Trataba de escapar a través de todas las películas. Nunca quería salir del cine. Cuando era niña se quedaba dormida en la sala y al despertar decía que no nos reconocía. Recuerdo que siempre se formaba una gran nube de polvo delante de la pantalla cuando se quedaba encendida sin ninguna imagen. Ella miraba hacia aquella nube y nos iba señalando estrellas que revoloteaban entre las luces como mismo deben revolotear cada noche más allá de donde alcanza nuestra mirada. Hasta que la sala no se quedaba a oscuras no había manera de que se levantara. Luego cogía de la mano a mi madre y salía a la calle como si estuviera viendo siempre una película que no le terminaba de gustar mientras se estaba rodando.
Mi hermana no viene a vernos desde hace años. Soy yo quien cuida de mi madre. Mi padre murió con la pena de no haberla visto después de que acabó la universidad y nos dijo que se iba ampliar estudios al extranjero. Sabemos que está viva porque cada año nos escribe una felicitación navideña que jamás viene con remite. Mi madre se pasa todas las tardes mirando las nubes de polvo que se forman en el resquicio de claridad que entra por la ventana del salón.
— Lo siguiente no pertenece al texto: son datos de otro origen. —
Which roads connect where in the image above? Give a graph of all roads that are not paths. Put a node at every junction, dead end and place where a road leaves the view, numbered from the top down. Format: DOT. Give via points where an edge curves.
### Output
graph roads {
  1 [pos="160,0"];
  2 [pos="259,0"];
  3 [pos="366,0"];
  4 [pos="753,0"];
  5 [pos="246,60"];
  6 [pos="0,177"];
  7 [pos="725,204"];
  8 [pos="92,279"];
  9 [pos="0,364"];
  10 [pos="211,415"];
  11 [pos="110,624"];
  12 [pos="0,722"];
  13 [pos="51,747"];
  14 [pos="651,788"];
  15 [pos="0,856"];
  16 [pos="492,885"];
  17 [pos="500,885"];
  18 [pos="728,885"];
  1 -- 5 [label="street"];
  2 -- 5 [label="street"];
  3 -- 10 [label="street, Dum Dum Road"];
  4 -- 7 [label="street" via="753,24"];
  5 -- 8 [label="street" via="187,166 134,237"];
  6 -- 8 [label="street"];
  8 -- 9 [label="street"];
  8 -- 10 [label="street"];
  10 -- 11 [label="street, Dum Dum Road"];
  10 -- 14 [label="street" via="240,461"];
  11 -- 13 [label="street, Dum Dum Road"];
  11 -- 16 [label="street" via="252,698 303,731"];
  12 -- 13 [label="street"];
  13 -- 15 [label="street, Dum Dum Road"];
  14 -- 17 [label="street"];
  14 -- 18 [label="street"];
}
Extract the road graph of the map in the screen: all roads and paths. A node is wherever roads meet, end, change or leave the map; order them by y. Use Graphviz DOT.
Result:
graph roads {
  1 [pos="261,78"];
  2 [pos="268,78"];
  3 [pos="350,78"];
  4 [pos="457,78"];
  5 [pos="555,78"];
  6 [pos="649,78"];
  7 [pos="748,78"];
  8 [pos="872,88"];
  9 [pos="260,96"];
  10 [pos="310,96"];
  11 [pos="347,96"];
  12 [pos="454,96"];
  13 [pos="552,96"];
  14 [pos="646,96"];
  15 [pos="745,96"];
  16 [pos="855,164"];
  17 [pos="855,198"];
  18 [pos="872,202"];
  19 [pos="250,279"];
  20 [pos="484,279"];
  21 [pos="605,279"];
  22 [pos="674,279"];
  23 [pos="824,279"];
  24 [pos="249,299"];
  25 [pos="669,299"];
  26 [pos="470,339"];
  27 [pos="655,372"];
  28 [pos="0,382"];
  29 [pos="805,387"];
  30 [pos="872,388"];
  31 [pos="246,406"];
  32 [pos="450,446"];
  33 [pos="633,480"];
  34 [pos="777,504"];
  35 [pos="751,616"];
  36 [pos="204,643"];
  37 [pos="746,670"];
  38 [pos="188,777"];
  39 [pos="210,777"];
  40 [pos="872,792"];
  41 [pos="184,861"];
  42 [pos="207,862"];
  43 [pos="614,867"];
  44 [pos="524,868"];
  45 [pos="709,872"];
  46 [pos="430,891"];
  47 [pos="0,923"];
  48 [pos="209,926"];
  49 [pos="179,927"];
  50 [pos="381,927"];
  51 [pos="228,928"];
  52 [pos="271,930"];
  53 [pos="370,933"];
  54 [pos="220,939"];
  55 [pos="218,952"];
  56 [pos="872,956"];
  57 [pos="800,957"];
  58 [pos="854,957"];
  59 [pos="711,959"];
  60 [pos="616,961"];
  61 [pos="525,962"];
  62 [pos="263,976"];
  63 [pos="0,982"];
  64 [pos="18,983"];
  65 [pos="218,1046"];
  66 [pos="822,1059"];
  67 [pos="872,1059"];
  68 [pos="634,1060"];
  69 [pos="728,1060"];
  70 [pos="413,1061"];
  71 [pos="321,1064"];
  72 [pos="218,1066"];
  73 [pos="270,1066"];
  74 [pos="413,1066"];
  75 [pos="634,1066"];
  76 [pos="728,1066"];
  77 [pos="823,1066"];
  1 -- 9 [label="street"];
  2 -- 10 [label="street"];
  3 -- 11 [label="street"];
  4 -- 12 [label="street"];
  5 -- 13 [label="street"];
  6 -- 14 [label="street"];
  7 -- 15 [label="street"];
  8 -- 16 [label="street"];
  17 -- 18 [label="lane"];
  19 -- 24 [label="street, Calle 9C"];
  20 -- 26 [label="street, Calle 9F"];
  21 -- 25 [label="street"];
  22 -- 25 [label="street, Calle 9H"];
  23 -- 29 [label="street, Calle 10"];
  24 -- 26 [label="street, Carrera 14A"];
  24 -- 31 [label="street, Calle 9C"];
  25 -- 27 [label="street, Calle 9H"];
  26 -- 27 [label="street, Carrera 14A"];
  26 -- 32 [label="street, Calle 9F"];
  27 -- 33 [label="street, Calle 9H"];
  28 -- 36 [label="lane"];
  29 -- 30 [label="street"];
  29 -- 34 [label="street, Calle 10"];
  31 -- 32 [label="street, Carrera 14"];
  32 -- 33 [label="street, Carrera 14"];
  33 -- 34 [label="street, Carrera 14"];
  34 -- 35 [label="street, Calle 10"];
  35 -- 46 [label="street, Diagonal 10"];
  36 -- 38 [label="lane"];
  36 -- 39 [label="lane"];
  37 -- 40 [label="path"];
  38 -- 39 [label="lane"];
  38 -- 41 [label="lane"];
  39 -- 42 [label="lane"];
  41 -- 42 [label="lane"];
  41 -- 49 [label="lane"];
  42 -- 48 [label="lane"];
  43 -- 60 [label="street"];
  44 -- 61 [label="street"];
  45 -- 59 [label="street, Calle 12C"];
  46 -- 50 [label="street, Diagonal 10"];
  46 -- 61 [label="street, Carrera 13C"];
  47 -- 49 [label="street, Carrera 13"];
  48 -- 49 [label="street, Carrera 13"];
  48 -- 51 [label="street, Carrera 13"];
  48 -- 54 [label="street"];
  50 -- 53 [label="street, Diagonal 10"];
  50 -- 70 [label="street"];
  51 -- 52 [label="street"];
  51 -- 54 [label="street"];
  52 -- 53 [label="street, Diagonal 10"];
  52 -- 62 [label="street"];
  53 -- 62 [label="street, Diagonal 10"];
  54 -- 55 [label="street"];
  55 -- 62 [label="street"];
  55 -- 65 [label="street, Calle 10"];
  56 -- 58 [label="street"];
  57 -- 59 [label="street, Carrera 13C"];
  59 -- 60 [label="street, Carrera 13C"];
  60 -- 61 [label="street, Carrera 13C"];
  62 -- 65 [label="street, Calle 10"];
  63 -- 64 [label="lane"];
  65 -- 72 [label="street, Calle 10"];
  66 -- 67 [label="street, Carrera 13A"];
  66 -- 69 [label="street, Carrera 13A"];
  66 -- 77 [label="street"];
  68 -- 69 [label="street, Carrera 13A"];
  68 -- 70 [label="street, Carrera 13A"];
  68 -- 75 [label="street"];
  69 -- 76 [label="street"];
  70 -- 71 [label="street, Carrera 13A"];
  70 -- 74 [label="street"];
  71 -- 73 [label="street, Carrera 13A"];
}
No le pregunto nunca lo que piensa. Deja su mente en blanco y no hay quien la mueva hasta que anochece. Fue ella la que enseñó a mi hermana a escaparse detrás de todos los sueños. A veces sonríe viendo el revoloteo incesante de las motas de polvo que brillan como estrellas fugaces antes de desaparecer entre las sombras que va oscureciendo el tiempo.

1 comentario:

Olvido Oiva dijo...

A veces es bueno dejarse llevar por los sueños, aunque no podemos olvidarnos de la realidad.